### Required action
Among the entries below, find the lines that contain the string "SHAUL". State only how many there are.

### Items listed in a dataset
*-*-*

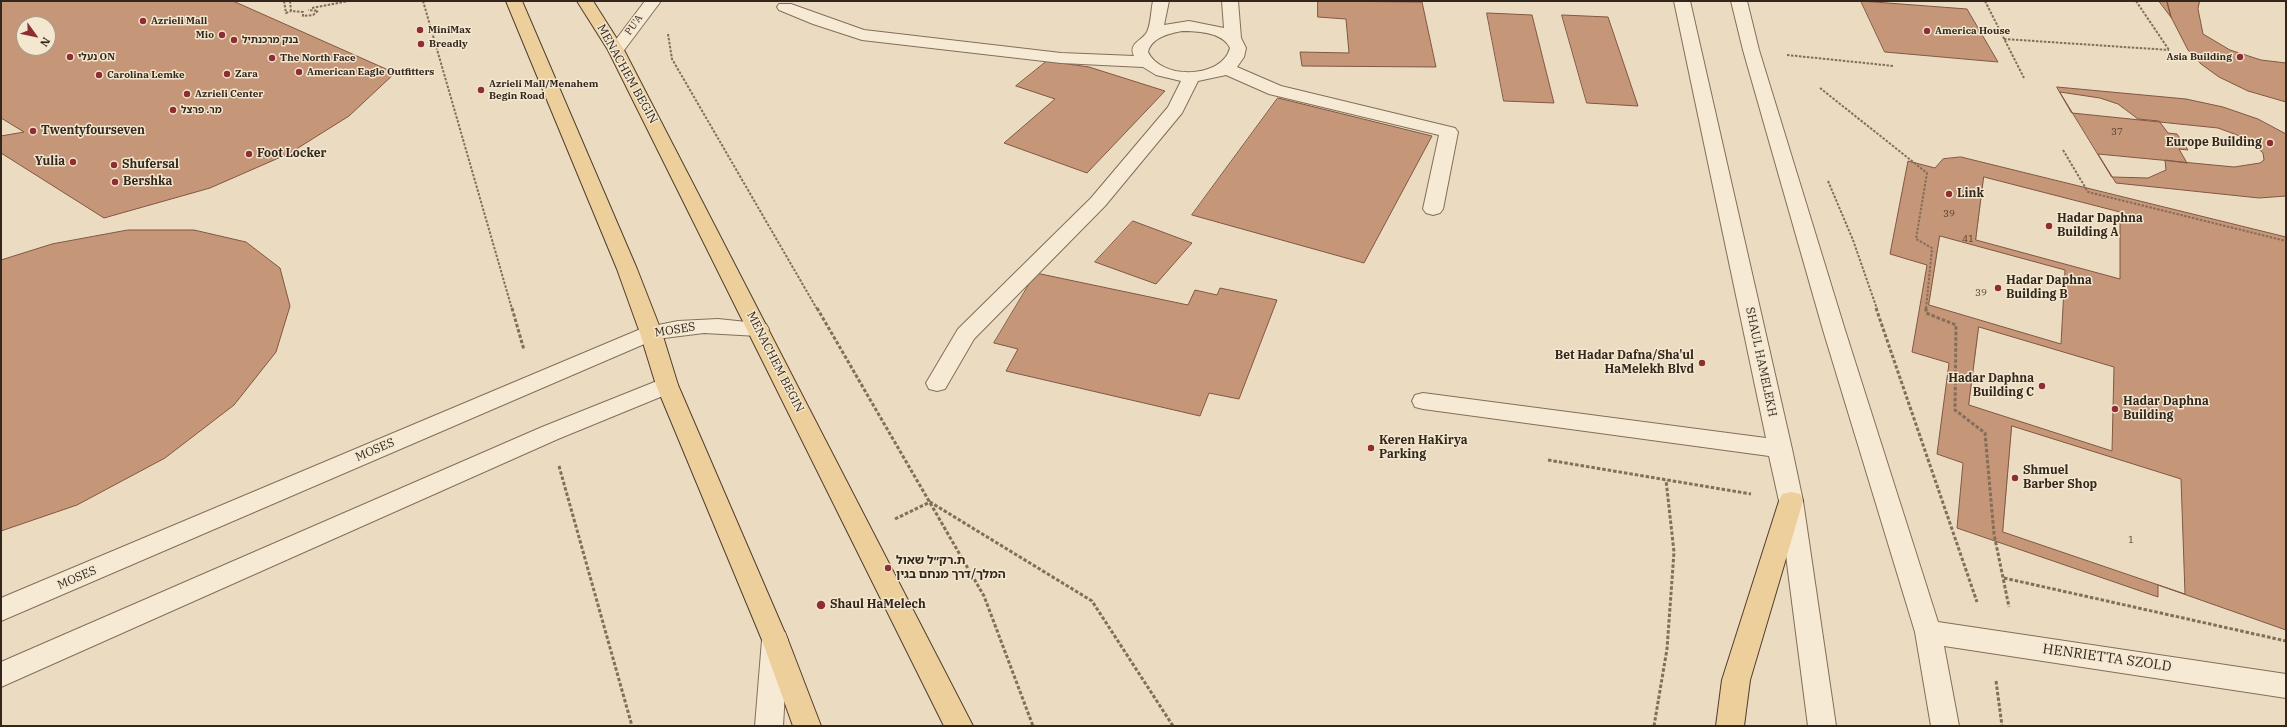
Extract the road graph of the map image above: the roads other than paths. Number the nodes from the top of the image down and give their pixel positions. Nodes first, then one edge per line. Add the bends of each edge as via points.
1 (514, 1) edge
2 (653, 1) edge
3 (1161, 1) edge
4 (1230, 1) edge
5 (1682, 1) edge
6 (1739, 1) edge
7 (587, 3) edge
8 (785, 7) dead end
9 (1155, 32) junction
10 (1233, 39) junction
11 (616, 50) junction
12 (1146, 62) junction
13 (1225, 68) junction
14 (1192, 76) junction
15 (1434, 209) dead end
16 (758, 329) junction
17 (651, 333) junction
18 (937, 382) dead end
19 (667, 385) junction
20 (1423, 401) dead end
21 (1780, 449) junction
22 (1791, 501) junction
23 (1, 610) edge
24 (1928, 632) junction
25 (775, 640) junction
26 (1, 675) edge
27 (2286, 686) edge
28 (769, 726) edge
29 (807, 726) edge
30 (959, 726) edge
31 (1730, 726) edge
32 (1822, 726) edge
33 (1946, 726) edge

1 - 17 main road via 627,269
2 - 11 street, PU'A
3 - 9 street
4 - 10 street
5 - 21 street, SHAUL HAMELEKH
6 - 24 street via 1751,50 1836,337
7 - 11 main road, MENACHEM BEGIN
8 - 12 street via 862,35 1062,58
9 - 10 street via 1174,27 1196,26 1223,33
9 - 12 street via 1146,38 1141,46 1141,54
10 - 13 street via 1238,54
11 - 16 main road, MENACHEM BEGIN
12 - 14 street via 1165,72
13 - 14 street
13 - 15 street via 1275,90 1450,132
14 - 18 street via 1176,109 1098,202 966,334
16 - 17 street, MOSES via 703,325
16 - 30 main road, MENACHEM BEGIN
17 - 19 main road
17 - 23 street, MOSES
19 - 25 main road
19 - 26 street
20 - 21 street
21 - 22 street, SHAUL HAMELEKH
22 - 31 main road via 1736,680
22 - 32 street, SHAUL HAMELEKH
24 - 27 street, HENRIETTA SZOLD
24 - 33 street
25 - 28 street
25 - 29 main road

*-*-*

### Answer to this problem
3